Top cardinals proposing ‘ticket’ of pope and secretary of state

Informed sources both within and outside the Vatican confirm that a group of cardinals are seeking to have Archbishop of Sao Paolo, Brazil, Odilo Pedro Scherer as pope, accompanied by one of two options for Secretary of State.

Cardinal Scherer, 63, is a well-respected Latin American prelate, of German extraction, he is considered to be “measured” and who speaks good Italian.

He worked in the Vatican’s Congregation for Bishops from 1994 to 2001 and with Cardinal Re, who later became head of Congregation for Bishops and ensured Scherer became a bishop.

Among the proponents of this initiative are two leading cardinals – Angelo Sodano, the Dean of the College of Cardinals, and Giovanni Battista Re, the Deputy Dean, and the man who because Sodano is over 80, will take over from Sodano once the Conclave is formed.

It is no secret that Sodano and the current Secretary of State, Cardinal Bertone do not see eye-to-eye.

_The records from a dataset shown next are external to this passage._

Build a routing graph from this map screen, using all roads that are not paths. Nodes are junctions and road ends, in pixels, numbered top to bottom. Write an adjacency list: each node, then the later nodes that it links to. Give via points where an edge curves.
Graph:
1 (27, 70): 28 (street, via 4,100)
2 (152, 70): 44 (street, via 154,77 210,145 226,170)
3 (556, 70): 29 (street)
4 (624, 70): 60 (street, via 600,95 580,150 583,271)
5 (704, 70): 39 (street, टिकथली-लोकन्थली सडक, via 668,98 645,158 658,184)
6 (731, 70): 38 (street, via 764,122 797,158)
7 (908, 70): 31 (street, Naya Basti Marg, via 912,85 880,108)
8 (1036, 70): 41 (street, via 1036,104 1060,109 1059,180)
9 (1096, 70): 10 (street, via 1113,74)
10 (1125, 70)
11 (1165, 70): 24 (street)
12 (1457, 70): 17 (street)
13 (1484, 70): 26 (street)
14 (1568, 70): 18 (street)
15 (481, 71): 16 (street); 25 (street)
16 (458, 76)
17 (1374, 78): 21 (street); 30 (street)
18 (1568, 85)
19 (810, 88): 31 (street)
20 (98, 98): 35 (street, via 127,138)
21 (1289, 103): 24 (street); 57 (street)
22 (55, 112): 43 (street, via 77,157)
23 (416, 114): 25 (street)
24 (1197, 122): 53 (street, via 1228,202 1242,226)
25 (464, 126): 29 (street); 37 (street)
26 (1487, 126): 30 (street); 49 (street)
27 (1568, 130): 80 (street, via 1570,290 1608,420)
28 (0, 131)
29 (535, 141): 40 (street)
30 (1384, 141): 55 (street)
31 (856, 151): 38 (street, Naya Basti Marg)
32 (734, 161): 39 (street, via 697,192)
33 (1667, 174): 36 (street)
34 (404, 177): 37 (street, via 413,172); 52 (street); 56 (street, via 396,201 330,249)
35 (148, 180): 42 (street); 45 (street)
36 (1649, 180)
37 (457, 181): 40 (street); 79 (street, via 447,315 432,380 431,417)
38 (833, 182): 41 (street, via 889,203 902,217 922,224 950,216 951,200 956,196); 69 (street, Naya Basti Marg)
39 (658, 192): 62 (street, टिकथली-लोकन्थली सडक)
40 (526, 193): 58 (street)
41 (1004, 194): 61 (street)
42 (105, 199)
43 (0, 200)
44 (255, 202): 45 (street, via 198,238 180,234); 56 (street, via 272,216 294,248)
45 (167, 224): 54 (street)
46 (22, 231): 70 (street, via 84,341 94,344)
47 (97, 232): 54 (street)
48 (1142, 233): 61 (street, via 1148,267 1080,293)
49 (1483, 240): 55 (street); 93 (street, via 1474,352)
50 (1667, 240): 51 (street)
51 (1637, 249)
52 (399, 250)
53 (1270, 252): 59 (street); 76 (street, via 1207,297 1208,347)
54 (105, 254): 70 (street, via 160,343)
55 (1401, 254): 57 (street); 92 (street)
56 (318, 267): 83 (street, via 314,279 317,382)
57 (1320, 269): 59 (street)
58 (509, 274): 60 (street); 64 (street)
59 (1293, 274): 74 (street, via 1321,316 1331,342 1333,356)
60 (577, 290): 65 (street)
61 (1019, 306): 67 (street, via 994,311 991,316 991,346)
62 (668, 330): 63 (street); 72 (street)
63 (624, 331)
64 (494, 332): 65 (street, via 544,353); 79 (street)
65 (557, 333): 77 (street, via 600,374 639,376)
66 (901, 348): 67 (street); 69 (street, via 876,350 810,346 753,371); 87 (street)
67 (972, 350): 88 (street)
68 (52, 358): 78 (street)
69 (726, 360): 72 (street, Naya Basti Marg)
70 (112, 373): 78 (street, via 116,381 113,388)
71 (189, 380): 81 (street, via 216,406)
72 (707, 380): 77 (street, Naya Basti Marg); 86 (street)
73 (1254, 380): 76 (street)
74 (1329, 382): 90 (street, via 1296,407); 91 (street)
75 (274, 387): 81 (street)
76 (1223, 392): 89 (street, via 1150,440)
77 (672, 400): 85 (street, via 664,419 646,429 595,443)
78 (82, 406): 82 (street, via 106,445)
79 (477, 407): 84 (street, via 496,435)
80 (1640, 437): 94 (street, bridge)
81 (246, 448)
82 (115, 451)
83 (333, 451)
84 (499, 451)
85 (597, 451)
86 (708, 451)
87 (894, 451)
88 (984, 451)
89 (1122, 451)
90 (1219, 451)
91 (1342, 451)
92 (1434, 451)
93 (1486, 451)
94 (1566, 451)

At the same time as promoting Scherer, Sodano and Re are suggesting, as part of a ‘ticket’, either Cardinal Mauro Piacenza, the Prefect of the Congregation for Clergy, or Cardinal Leonardo Sandri, the Prefect of the Congregation for the Oriental Churches, as the Secretary of State.

Both Piacenza and Sandri are said to know the Roman Curia well.

Sandri had the post of ‘Substitute’, that is the third ranking position in the Vatican, in the last phase of the pontificate of John Paul II and the beginning of Benedict XVI’s reign.

However, John Allen in his NCR blog, is quick to point out that Andrea Tornielli, widely seen as the best-connected of the Italian Vatican writers, maintains that no one enjoys the early obvious support that Ratzinger did at the last conclave.

Allen also draws attention to Tornielli’s colleague, Giacomo Galeazzi, who in a separate piece in La Stampa, points out the obvious, that even if there are 38 voting cardinals from the Roman Curia voting as one in this conclave, they number well short of a two-thirds majority, which also means they are in a position to stop the election of a candidate, but not impose their own.